* [Exercise description]:
Restate the data below word for word. Skip any images it contains.

Recorded data:
● ● ● ●

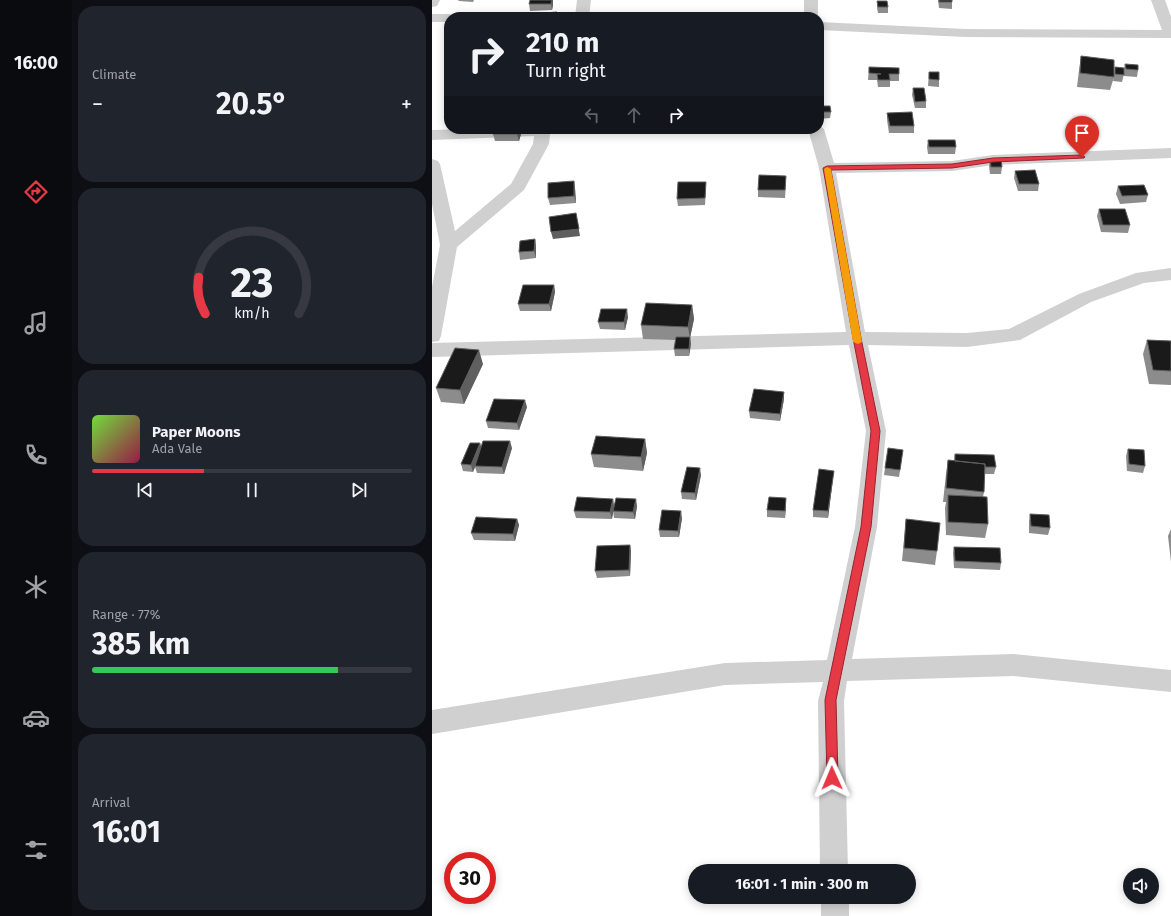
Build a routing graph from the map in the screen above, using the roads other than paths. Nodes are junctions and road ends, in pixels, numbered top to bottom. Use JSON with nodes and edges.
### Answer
{"nodes":[{"id":1,"x":433,"y":0,"type":"edge"},
{"id":2,"x":584,"y":0,"type":"edge"},
{"id":3,"x":811,"y":0,"type":"edge"},
{"id":4,"x":1158,"y":0,"type":"edge"},
{"id":5,"x":432,"y":4,"type":"edge"},
{"id":6,"x":583,"y":12,"type":"edge"},
{"id":7,"x":811,"y":12,"type":"edge"},
{"id":8,"x":432,"y":18,"type":"edge"},
{"id":9,"x":444,"y":18,"type":"edge"},
{"id":10,"x":824,"y":26,"type":"edge"},
{"id":11,"x":1171,"y":34,"type":"edge"},
{"id":12,"x":455,"y":134,"type":"edge"},
{"id":13,"x":545,"y":134,"type":"edge"},
{"id":14,"x":817,"y":134,"type":"edge"},
{"id":15,"x":432,"y":135,"type":"edge"},
{"id":16,"x":1171,"y":153,"type":"edge"},
{"id":17,"x":432,"y":164,"type":"edge"},
{"id":18,"x":827,"y":168,"type":"junction"},
{"id":19,"x":449,"y":245,"type":"junction"},
{"id":20,"x":1171,"y":274,"type":"edge"},
{"id":21,"x":436,"y":292,"type":"edge"},
{"id":22,"x":432,"y":336,"type":"edge"},
{"id":23,"x":857,"y":338,"type":"junction"},
{"id":24,"x":432,"y":350,"type":"edge"},
{"id":25,"x":836,"y":670,"type":"junction"},
{"id":26,"x":1171,"y":681,"type":"edge"},
{"id":27,"x":432,"y":722,"type":"edge"},
{"id":28,"x":834,"y":864,"type":"edge"},
{"id":29,"x":835,"y":904,"type":"edge"},
{"id":30,"x":835,"y":916,"type":"edge"}],
"edges":[{"from":1,"to":5,"type":"street"},
{"from":2,"to":6,"type":"street"},
{"from":3,"to":7,"type":"street"},
{"from":4,"to":11,"type":"street"},
{"from":8,"to":9,"type":"street"},
{"from":10,"to":11,"type":"street"},
{"from":12,"to":15,"type":"street"},
{"from":13,"to":19,"type":"street"},
{"from":14,"to":18,"type":"street"},
{"from":16,"to":18,"type":"street"},
{"from":17,"to":19,"type":"street"},
{"from":18,"to":23,"type":"street"},
{"from":19,"to":21,"type":"street"},
{"from":20,"to":23,"type":"street"},
{"from":21,"to":22,"type":"street"},
{"from":23,"to":24,"type":"street"},
{"from":23,"to":25,"type":"street"},
{"from":25,"to":26,"type":"street"},
{"from":25,"to":27,"type":"street"},
{"from":25,"to":28,"type":"street"},
{"from":29,"to":30,"type":"street"}]}
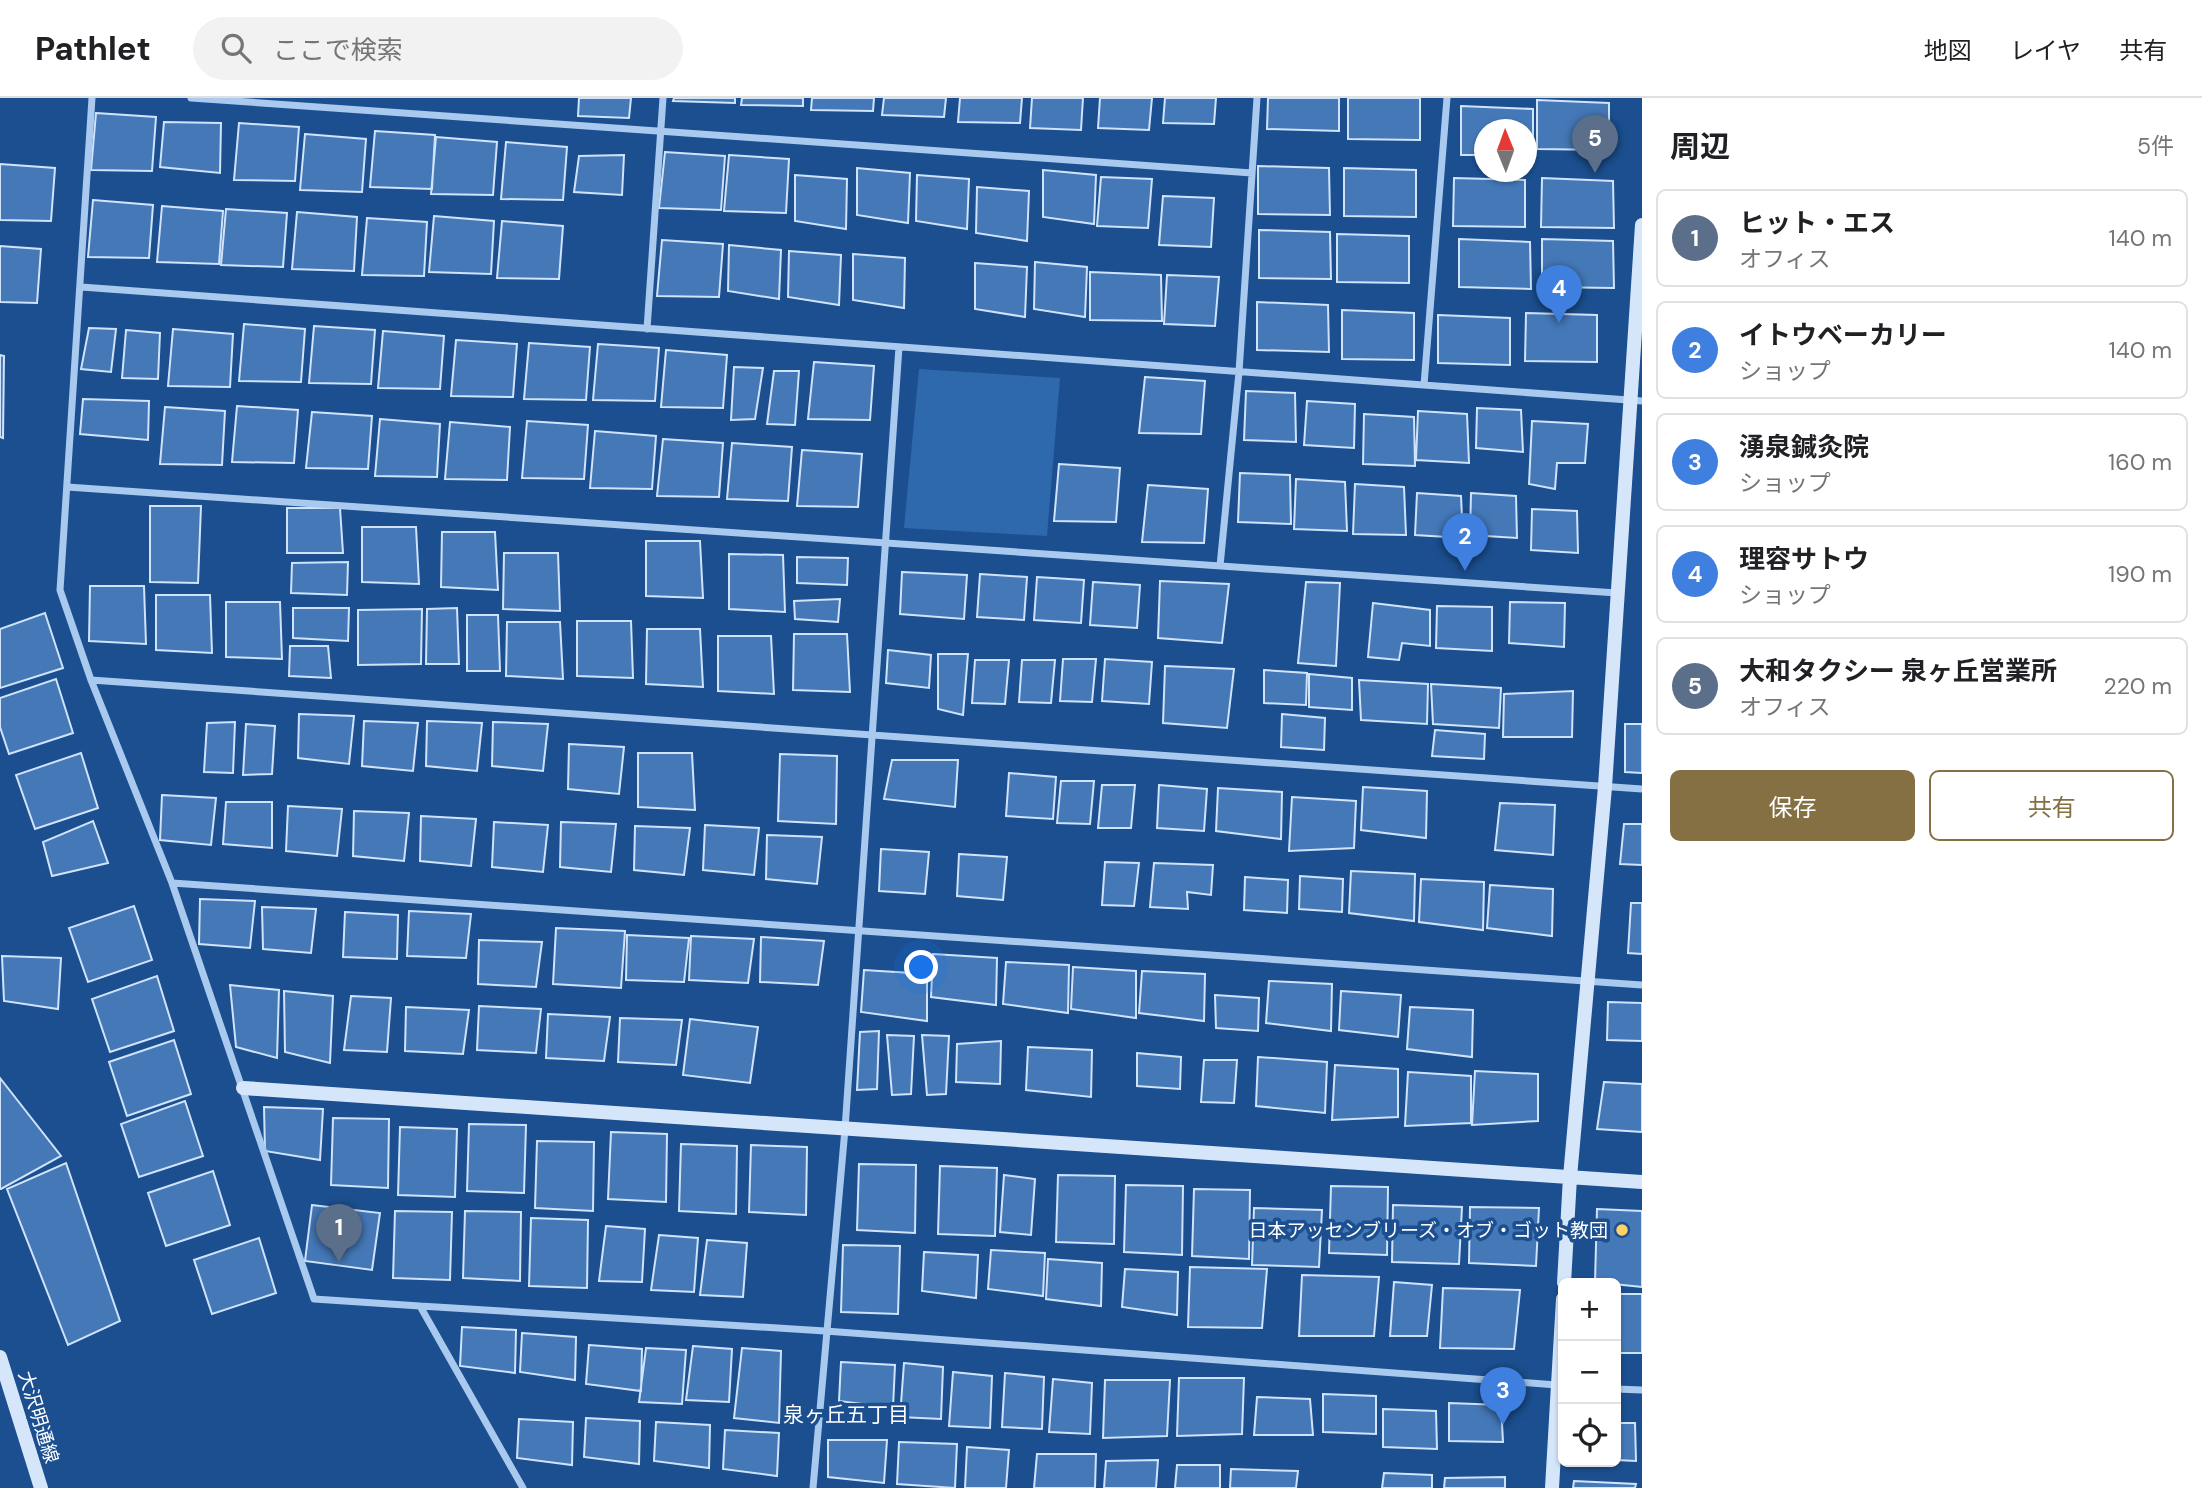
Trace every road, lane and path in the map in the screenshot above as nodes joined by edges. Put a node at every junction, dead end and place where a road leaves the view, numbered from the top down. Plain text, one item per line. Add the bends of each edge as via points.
1 (92, 98) edge
2 (191, 98) edge
3 (663, 98) edge
4 (1258, 98) edge
5 (1447, 98) edge
6 (661, 130) junction
7 (1252, 173) junction
8 (1642, 225) edge
9 (81, 287) junction
10 (647, 329) junction
11 (899, 347) junction
12 (1240, 372) junction
13 (1424, 385) junction
14 (1636, 401) edge
15 (67, 487) junction
16 (884, 544) junction
17 (1220, 566) junction
18 (1617, 593) junction
19 (91, 680) junction
20 (873, 735) junction
21 (1605, 787) junction
22 (1642, 789) edge
23 (172, 883) junction
24 (858, 931) junction
25 (1587, 982) junction
26 (1642, 985) edge
27 (243, 1088) junction
28 (845, 1129) junction
29 (1570, 1177) junction
30 (1642, 1182) edge
31 (1564, 1278) edge
32 (420, 1306) junction
33 (825, 1331) junction
34 (0, 1357) edge
35 (1558, 1385) edge
36 (1621, 1389) edge
37 (1642, 1391) edge
38 (1559, 1404) edge
39 (41, 1488) edge
40 (523, 1488) edge
41 (813, 1488) edge
42 (1552, 1488) edge

1 - 9 street
2 - 6 street
3 - 6 street
4 - 7 street
5 - 13 street
6 - 7 street
6 - 10 street
7 - 12 street
8 - 14 street
9 - 10 street
9 - 15 street
10 - 11 street
11 - 12 street
11 - 16 street
12 - 13 street
12 - 17 street
13 - 14 street
14 - 18 street
15 - 16 street
15 - 19 street via 60,590
16 - 17 street
16 - 20 street
17 - 18 street
18 - 21 street
19 - 20 street
19 - 23 street
20 - 21 street
20 - 24 street
21 - 22 street
21 - 25 street
23 - 24 street
23 - 27 street
24 - 25 street
24 - 28 street
25 - 26 street
25 - 29 street
27 - 28 street
27 - 32 street via 314,1300
28 - 29 street
28 - 33 street
29 - 30 street
29 - 31 street
32 - 33 street
32 - 40 street
33 - 35 street
33 - 41 street
34 - 39 street, 大沢明通線
36 - 37 street
38 - 42 street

● ● ● ●

* [Task output]:
Build a routing graph from the map in the screen above, using the roads other than paths. Nodes are junctions and road ends, in pixels, numbered top to bottom. Use JSON with nodes and edges.
### Answer
{"nodes":[{"id":1,"x":433,"y":0,"type":"edge"},
{"id":2,"x":584,"y":0,"type":"edge"},
{"id":3,"x":811,"y":0,"type":"edge"},
{"id":4,"x":1158,"y":0,"type":"edge"},
{"id":5,"x":432,"y":4,"type":"edge"},
{"id":6,"x":583,"y":12,"type":"edge"},
{"id":7,"x":811,"y":12,"type":"edge"},
{"id":8,"x":432,"y":18,"type":"edge"},
{"id":9,"x":444,"y":18,"type":"edge"},
{"id":10,"x":824,"y":26,"type":"edge"},
{"id":11,"x":1171,"y":34,"type":"edge"},
{"id":12,"x":455,"y":134,"type":"edge"},
{"id":13,"x":545,"y":134,"type":"edge"},
{"id":14,"x":817,"y":134,"type":"edge"},
{"id":15,"x":432,"y":135,"type":"edge"},
{"id":16,"x":1171,"y":153,"type":"edge"},
{"id":17,"x":432,"y":164,"type":"edge"},
{"id":18,"x":827,"y":168,"type":"junction"},
{"id":19,"x":449,"y":245,"type":"junction"},
{"id":20,"x":1171,"y":274,"type":"edge"},
{"id":21,"x":436,"y":292,"type":"edge"},
{"id":22,"x":432,"y":336,"type":"edge"},
{"id":23,"x":857,"y":338,"type":"junction"},
{"id":24,"x":432,"y":350,"type":"edge"},
{"id":25,"x":836,"y":670,"type":"junction"},
{"id":26,"x":1171,"y":681,"type":"edge"},
{"id":27,"x":432,"y":722,"type":"edge"},
{"id":28,"x":834,"y":864,"type":"edge"},
{"id":29,"x":835,"y":904,"type":"edge"},
{"id":30,"x":835,"y":916,"type":"edge"}],
"edges":[{"from":1,"to":5,"type":"street"},
{"from":2,"to":6,"type":"street"},
{"from":3,"to":7,"type":"street"},
{"from":4,"to":11,"type":"street"},
{"from":8,"to":9,"type":"street"},
{"from":10,"to":11,"type":"street"},
{"from":12,"to":15,"type":"street"},
{"from":13,"to":19,"type":"street"},
{"from":14,"to":18,"type":"street"},
{"from":16,"to":18,"type":"street"},
{"from":17,"to":19,"type":"street"},
{"from":18,"to":23,"type":"street"},
{"from":19,"to":21,"type":"street"},
{"from":20,"to":23,"type":"street"},
{"from":21,"to":22,"type":"street"},
{"from":23,"to":24,"type":"street"},
{"from":23,"to":25,"type":"street"},
{"from":25,"to":26,"type":"street"},
{"from":25,"to":27,"type":"street"},
{"from":25,"to":28,"type":"street"},
{"from":29,"to":30,"type":"street"}]}
Trace every road, lane and path in the map in the screenshot above as nodes joined by edges. Put a node at every junction, dead end and place where a road leaves the view, numbered from the top down. Plain text, one item per line. Add the bends of each edge as via points.
1 (92, 98) edge
2 (191, 98) edge
3 (663, 98) edge
4 (1258, 98) edge
5 (1447, 98) edge
6 (661, 130) junction
7 (1252, 173) junction
8 (1642, 225) edge
9 (81, 287) junction
10 (647, 329) junction
11 (899, 347) junction
12 (1240, 372) junction
13 (1424, 385) junction
14 (1636, 401) edge
15 (67, 487) junction
16 (884, 544) junction
17 (1220, 566) junction
18 (1617, 593) junction
19 (91, 680) junction
20 (873, 735) junction
21 (1605, 787) junction
22 (1642, 789) edge
23 (172, 883) junction
24 (858, 931) junction
25 (1587, 982) junction
26 (1642, 985) edge
27 (243, 1088) junction
28 (845, 1129) junction
29 (1570, 1177) junction
30 (1642, 1182) edge
31 (1564, 1278) edge
32 (420, 1306) junction
33 (825, 1331) junction
34 (0, 1357) edge
35 (1558, 1385) edge
36 (1621, 1389) edge
37 (1642, 1391) edge
38 (1559, 1404) edge
39 (41, 1488) edge
40 (523, 1488) edge
41 (813, 1488) edge
42 (1552, 1488) edge

1 - 9 street
2 - 6 street
3 - 6 street
4 - 7 street
5 - 13 street
6 - 7 street
6 - 10 street
7 - 12 street
8 - 14 street
9 - 10 street
9 - 15 street
10 - 11 street
11 - 12 street
11 - 16 street
12 - 13 street
12 - 17 street
13 - 14 street
14 - 18 street
15 - 16 street
15 - 19 street via 60,590
16 - 17 street
16 - 20 street
17 - 18 street
18 - 21 street
19 - 20 street
19 - 23 street
20 - 21 street
20 - 24 street
21 - 22 street
21 - 25 street
23 - 24 street
23 - 27 street
24 - 25 street
24 - 28 street
25 - 26 street
25 - 29 street
27 - 28 street
27 - 32 street via 314,1300
28 - 29 street
28 - 33 street
29 - 30 street
29 - 31 street
32 - 33 street
32 - 40 street
33 - 35 street
33 - 41 street
34 - 39 street, 大沢明通線
36 - 37 street
38 - 42 street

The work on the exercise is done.